Борман умышленно избежал привычного «большевиками» или «коммунистами». «Интернационал-социалисты» – один из тех подзабытых нынче терминов, которыми они с фюрером пользовались в обиходе в те времена, когда гестапо заимствовало опыт создания концлагерей, появившихся в России еще во времена Ленина, а военные двух стран, строящих социализм, не таясь, делились многими оружейными новинками. Разница между германским национал-социализмом и советским интернационал-социализмом, как полагал Борман, не столь уж существенная. Особенно если учесть, что большевики-сталинисты взяли курс на подавление своих национальных меньшинств путем слияния их в единую русскую нацию, то есть по существу начали скатываться все к тому же, только уже русскому, нацизму. Рейхслейтер хорошо помнил, как в свое время Гитлер сказал: «Между нами и большевиками больше объединяющего, нежели разъединяющего. Из мелкобуржуазного социал-демократа и профсоюзного бонзы никогда не выйдет настоящего национал-социалиста, из коммуниста – всегда»[35]35
Цитируется высказывание Гитлера.
[Закрыть].
– Родственными по духу? – слишком замедленно отреагировал фюрер, едва приподнимая голову. – Ты все еще уверен в этом?

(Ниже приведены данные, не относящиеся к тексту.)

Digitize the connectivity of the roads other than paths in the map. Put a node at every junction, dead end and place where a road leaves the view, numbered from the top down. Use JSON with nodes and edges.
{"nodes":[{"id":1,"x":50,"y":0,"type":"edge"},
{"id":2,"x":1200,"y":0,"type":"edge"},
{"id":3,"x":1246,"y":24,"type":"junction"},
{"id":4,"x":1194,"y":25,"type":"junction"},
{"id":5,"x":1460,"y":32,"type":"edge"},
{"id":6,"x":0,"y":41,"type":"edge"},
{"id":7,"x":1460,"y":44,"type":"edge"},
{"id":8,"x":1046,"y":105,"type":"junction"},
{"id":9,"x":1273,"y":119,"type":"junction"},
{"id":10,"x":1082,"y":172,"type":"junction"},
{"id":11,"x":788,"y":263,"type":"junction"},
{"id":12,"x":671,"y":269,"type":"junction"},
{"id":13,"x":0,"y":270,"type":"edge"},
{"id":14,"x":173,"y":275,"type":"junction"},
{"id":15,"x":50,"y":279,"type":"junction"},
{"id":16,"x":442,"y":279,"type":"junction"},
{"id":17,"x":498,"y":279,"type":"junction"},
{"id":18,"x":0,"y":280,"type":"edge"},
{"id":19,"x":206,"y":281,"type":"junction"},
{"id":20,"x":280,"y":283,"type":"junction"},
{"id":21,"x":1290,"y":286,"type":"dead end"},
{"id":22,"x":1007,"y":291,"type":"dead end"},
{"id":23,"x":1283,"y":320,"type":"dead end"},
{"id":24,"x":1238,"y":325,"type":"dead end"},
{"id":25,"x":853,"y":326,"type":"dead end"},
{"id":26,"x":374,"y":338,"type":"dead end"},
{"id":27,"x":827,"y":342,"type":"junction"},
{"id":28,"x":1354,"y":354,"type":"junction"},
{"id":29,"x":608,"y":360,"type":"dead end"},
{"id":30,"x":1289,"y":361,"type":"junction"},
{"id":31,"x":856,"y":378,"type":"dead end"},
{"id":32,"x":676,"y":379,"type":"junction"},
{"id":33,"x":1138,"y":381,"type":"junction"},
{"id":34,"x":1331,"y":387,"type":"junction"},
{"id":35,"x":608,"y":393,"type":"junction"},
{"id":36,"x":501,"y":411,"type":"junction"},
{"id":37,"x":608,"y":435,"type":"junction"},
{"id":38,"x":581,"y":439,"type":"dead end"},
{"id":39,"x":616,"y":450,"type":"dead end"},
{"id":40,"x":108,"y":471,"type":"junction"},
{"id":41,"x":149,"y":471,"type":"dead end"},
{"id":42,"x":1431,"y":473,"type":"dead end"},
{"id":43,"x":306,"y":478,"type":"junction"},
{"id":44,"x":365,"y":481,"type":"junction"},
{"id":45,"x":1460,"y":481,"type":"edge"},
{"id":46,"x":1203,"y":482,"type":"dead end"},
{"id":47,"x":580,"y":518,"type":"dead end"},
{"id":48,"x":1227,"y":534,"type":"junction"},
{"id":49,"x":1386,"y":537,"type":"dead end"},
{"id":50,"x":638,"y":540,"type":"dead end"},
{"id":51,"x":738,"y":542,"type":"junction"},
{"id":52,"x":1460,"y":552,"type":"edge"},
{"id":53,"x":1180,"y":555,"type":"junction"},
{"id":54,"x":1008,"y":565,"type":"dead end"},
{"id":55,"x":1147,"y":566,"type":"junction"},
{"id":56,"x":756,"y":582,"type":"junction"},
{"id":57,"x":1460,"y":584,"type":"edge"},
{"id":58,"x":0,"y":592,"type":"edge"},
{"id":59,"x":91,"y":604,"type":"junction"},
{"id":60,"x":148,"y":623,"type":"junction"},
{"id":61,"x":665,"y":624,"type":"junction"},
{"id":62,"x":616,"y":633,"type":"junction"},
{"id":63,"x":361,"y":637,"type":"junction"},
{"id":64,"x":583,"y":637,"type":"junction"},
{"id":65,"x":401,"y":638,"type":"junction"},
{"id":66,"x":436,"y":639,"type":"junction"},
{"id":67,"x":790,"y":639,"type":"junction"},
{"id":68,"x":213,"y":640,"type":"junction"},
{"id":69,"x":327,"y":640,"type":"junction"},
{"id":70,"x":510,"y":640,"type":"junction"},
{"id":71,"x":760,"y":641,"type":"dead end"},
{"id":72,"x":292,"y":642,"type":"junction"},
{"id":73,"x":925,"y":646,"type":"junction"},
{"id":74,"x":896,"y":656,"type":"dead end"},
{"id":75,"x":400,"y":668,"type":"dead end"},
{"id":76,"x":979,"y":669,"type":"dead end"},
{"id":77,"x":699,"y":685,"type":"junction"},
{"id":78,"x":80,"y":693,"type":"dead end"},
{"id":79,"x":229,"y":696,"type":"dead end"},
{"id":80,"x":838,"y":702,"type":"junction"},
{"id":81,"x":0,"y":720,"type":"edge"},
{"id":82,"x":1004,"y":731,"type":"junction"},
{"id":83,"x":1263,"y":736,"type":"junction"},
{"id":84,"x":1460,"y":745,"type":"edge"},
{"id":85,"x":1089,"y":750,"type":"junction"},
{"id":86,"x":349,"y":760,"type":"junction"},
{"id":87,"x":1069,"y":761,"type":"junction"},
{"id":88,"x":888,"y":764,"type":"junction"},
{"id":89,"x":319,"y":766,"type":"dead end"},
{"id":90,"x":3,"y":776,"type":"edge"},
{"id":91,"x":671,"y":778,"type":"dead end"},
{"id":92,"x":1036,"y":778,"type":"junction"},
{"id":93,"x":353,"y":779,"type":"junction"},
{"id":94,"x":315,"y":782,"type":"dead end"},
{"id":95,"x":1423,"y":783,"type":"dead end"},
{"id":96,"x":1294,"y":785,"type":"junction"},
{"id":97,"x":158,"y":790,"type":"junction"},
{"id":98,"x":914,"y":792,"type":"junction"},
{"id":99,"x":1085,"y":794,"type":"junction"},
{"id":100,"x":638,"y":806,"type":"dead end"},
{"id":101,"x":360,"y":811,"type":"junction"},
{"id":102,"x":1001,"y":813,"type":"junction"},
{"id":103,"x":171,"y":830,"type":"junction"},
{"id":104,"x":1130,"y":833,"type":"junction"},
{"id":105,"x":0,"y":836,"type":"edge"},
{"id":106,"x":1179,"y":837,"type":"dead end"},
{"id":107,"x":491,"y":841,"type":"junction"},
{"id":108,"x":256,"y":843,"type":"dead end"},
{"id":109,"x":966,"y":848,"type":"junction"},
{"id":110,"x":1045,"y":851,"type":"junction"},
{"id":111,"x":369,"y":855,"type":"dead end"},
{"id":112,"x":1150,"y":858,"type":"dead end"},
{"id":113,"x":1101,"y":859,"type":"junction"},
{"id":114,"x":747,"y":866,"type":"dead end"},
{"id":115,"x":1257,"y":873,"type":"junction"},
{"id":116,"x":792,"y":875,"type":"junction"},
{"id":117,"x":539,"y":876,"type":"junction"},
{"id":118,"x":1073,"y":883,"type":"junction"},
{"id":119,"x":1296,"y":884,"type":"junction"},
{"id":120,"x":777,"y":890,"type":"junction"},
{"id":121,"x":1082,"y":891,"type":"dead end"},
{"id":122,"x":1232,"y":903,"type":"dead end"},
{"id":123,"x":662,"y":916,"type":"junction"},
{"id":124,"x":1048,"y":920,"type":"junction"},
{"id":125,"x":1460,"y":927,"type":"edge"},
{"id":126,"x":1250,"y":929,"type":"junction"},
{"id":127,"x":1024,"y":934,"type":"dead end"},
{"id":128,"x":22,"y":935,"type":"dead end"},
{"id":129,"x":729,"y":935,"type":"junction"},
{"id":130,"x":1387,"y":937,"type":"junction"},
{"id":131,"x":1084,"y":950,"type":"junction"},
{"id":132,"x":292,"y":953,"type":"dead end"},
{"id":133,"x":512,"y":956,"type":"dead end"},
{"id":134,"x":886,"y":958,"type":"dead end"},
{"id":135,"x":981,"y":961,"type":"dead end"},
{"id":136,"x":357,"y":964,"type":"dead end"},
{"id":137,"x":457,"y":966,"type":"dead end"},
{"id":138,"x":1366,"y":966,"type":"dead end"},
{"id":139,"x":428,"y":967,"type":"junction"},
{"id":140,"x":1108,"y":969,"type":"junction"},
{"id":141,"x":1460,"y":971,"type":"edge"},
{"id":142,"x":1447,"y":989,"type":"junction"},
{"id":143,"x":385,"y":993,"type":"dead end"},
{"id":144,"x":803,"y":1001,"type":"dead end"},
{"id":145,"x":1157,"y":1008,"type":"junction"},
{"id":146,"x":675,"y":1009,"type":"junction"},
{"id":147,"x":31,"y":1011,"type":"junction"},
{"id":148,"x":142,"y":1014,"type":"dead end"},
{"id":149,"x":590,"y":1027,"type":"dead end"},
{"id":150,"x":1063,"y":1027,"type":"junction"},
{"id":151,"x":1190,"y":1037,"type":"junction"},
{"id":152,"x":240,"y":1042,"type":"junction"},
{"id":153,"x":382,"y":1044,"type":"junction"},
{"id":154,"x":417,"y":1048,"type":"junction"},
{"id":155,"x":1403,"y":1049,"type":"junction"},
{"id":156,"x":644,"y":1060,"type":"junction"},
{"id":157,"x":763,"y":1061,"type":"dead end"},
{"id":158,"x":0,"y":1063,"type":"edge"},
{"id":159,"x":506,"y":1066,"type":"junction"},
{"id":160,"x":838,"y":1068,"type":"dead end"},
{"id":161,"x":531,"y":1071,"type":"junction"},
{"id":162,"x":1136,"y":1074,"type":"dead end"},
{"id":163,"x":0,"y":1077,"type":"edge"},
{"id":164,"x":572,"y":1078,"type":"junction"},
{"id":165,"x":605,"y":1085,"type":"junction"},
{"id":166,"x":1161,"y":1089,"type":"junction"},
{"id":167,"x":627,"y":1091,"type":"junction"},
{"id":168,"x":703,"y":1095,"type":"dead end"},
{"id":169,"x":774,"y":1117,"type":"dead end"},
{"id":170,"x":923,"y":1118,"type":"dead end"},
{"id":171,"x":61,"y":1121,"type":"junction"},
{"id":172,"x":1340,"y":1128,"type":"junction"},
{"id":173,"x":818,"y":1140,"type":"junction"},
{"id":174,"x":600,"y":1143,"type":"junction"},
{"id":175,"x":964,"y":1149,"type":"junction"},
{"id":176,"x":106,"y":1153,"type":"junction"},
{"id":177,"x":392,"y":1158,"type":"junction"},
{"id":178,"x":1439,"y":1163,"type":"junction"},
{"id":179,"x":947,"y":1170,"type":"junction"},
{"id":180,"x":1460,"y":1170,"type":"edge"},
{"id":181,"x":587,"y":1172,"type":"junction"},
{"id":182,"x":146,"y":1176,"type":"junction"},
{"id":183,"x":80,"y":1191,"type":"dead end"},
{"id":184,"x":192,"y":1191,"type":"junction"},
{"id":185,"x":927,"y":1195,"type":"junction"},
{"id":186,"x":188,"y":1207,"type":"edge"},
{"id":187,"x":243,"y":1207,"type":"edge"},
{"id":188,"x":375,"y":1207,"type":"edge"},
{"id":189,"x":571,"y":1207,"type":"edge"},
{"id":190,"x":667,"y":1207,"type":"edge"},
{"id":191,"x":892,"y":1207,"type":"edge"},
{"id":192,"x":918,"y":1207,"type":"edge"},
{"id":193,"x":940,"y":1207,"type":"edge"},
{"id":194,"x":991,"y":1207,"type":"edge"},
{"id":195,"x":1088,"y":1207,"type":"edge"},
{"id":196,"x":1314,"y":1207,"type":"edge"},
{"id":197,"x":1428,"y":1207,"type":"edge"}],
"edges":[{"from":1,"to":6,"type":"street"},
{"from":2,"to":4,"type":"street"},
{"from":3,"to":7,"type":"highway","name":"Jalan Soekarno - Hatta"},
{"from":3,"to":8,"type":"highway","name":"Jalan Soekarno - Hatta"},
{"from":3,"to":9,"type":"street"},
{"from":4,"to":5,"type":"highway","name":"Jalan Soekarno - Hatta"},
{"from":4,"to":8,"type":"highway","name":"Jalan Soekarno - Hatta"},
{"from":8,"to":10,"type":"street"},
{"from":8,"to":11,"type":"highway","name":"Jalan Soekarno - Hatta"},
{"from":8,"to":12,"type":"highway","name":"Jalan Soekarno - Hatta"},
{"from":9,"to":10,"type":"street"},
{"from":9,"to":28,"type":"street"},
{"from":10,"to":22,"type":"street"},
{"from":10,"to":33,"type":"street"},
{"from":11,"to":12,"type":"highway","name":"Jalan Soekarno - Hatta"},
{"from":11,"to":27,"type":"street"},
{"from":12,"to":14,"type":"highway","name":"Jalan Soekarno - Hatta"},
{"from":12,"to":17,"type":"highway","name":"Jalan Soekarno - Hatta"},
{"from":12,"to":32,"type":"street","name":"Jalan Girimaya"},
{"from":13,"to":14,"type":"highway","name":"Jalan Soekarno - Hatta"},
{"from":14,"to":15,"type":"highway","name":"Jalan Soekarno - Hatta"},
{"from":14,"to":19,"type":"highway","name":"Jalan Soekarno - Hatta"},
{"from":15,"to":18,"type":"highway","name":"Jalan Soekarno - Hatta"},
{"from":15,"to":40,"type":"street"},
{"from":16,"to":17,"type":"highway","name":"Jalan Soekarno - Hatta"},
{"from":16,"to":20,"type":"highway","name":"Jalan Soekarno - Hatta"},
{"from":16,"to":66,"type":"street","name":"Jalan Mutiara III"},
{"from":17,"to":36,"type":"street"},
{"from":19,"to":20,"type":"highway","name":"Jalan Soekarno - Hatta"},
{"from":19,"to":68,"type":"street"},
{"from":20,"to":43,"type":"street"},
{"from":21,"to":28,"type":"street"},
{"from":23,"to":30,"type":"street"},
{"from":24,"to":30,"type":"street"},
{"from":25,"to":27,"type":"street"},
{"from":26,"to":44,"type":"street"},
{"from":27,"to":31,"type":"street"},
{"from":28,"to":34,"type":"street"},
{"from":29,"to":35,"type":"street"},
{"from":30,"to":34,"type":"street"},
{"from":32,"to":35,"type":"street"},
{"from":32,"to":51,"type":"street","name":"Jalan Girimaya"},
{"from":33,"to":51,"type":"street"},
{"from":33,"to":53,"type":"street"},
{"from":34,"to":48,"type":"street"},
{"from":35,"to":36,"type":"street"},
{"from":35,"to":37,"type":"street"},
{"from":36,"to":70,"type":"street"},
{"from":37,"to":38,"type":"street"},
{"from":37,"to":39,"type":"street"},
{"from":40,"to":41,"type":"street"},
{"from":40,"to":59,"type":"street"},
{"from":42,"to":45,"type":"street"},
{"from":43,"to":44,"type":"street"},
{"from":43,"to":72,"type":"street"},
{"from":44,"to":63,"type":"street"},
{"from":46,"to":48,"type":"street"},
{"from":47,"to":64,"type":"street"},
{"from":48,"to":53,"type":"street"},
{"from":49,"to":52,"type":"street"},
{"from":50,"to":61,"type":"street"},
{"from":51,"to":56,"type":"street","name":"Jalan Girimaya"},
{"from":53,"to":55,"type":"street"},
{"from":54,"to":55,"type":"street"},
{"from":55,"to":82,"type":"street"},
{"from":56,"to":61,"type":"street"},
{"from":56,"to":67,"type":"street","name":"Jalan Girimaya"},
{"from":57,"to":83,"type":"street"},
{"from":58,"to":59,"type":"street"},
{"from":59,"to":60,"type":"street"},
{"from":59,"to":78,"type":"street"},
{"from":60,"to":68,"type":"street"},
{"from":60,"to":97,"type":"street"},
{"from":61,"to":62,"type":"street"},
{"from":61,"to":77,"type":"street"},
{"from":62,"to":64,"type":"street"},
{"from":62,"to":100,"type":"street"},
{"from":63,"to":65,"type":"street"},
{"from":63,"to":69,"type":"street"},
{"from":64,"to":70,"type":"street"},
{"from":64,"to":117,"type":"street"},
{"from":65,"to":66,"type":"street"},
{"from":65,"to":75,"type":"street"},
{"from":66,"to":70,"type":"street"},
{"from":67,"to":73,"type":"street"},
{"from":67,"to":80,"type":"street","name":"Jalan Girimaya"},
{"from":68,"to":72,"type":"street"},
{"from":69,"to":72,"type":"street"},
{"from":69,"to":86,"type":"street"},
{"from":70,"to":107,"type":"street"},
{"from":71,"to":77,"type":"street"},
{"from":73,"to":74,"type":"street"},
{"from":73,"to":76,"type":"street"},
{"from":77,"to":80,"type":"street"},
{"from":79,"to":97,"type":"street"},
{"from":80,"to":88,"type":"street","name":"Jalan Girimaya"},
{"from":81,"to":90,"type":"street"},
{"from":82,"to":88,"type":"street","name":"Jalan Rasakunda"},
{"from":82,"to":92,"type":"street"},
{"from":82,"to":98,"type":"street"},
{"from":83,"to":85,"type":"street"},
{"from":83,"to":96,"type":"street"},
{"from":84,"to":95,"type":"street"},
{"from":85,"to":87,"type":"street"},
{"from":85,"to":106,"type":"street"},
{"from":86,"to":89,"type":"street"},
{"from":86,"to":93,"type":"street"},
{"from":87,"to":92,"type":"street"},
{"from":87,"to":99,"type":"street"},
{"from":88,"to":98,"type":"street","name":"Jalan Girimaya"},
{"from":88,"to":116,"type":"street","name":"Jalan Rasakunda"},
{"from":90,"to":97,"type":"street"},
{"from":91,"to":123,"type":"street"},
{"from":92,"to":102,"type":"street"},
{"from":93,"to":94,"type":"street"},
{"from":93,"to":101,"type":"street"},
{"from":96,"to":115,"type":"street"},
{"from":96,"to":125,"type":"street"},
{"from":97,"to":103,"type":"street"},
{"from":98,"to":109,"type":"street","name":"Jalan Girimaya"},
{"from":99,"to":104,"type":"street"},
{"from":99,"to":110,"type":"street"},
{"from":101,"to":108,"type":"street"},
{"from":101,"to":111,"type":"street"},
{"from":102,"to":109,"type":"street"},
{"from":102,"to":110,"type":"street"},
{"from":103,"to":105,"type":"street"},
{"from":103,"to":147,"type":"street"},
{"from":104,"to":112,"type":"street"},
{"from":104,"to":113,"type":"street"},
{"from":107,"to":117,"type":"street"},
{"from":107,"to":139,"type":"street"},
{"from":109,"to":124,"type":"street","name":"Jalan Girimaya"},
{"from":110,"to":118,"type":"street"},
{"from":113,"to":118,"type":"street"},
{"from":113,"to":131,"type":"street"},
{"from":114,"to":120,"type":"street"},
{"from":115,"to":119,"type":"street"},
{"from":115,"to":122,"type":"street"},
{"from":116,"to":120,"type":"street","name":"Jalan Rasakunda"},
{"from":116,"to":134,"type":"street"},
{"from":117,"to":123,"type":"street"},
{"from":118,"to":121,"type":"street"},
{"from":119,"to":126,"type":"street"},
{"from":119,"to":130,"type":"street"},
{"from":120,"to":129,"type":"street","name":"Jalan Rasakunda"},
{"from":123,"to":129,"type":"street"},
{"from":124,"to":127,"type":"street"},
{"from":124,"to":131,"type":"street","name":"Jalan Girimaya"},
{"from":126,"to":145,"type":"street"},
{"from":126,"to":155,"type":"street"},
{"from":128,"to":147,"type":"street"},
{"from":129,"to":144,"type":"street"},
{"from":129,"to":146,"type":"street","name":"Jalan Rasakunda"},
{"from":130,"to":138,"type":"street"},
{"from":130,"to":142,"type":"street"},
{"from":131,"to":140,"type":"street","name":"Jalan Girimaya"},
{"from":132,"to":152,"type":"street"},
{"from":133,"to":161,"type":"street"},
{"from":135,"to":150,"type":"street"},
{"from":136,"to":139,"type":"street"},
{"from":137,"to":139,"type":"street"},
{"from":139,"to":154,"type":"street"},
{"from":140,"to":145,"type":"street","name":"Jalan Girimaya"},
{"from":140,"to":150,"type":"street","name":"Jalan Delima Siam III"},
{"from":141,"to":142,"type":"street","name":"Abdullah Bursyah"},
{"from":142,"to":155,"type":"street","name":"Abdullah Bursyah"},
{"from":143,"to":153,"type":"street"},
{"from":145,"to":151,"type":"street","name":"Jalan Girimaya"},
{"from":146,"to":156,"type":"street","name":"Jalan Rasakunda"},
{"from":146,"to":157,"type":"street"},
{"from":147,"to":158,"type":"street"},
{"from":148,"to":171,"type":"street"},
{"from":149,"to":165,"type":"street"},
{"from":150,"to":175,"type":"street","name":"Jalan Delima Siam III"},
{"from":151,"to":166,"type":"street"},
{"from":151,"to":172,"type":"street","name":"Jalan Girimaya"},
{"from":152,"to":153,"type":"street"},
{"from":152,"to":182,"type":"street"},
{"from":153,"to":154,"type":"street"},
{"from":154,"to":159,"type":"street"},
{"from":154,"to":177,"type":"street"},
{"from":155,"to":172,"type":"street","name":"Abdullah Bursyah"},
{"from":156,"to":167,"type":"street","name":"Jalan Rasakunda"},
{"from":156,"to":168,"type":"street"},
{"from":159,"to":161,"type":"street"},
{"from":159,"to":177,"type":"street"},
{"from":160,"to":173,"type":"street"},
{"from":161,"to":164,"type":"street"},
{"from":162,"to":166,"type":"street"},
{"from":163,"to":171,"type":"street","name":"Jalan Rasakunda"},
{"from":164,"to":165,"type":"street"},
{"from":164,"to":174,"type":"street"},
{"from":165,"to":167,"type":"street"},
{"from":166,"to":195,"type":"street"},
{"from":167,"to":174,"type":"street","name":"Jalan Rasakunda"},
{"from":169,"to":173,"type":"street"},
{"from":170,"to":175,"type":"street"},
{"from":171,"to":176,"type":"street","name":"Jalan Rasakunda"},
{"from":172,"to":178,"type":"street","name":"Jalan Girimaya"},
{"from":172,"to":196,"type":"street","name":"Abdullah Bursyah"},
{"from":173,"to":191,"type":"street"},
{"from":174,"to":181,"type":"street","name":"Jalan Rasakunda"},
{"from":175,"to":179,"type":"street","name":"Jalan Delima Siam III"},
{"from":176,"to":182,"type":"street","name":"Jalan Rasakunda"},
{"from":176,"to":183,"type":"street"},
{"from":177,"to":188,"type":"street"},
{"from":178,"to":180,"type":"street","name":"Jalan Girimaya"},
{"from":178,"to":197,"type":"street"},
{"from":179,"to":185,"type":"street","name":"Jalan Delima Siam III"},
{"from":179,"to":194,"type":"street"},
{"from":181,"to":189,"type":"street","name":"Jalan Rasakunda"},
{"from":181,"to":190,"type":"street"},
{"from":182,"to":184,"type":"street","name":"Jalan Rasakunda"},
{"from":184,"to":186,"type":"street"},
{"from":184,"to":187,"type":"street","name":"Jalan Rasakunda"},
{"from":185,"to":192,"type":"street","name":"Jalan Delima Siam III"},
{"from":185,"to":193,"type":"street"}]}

– Если учесть многие аспекты социальной политики и общего невосприятия идеалов крупной буржуазии.
– О чем ты, Борман? – поморщился Гитлер.
– Вы не согласны, что невосприятие буржуазии?..
– При чем здесь буржуазия?
– Если наши враги не угомонятся, нам придется пойти на тайные переговоры с Москвой и добиться если не мира, то по крайней мере хотя бы перемирия, временной передышки. Это заставит Лондон и Нью-Йорк задуматься: стоит ли и впредь отказываться от дружбы с Германией, которая завтра может обрушиться на них вместе с Союзом. Само собой, это всего лишь дипломатический ход. Шантаж, если хотите.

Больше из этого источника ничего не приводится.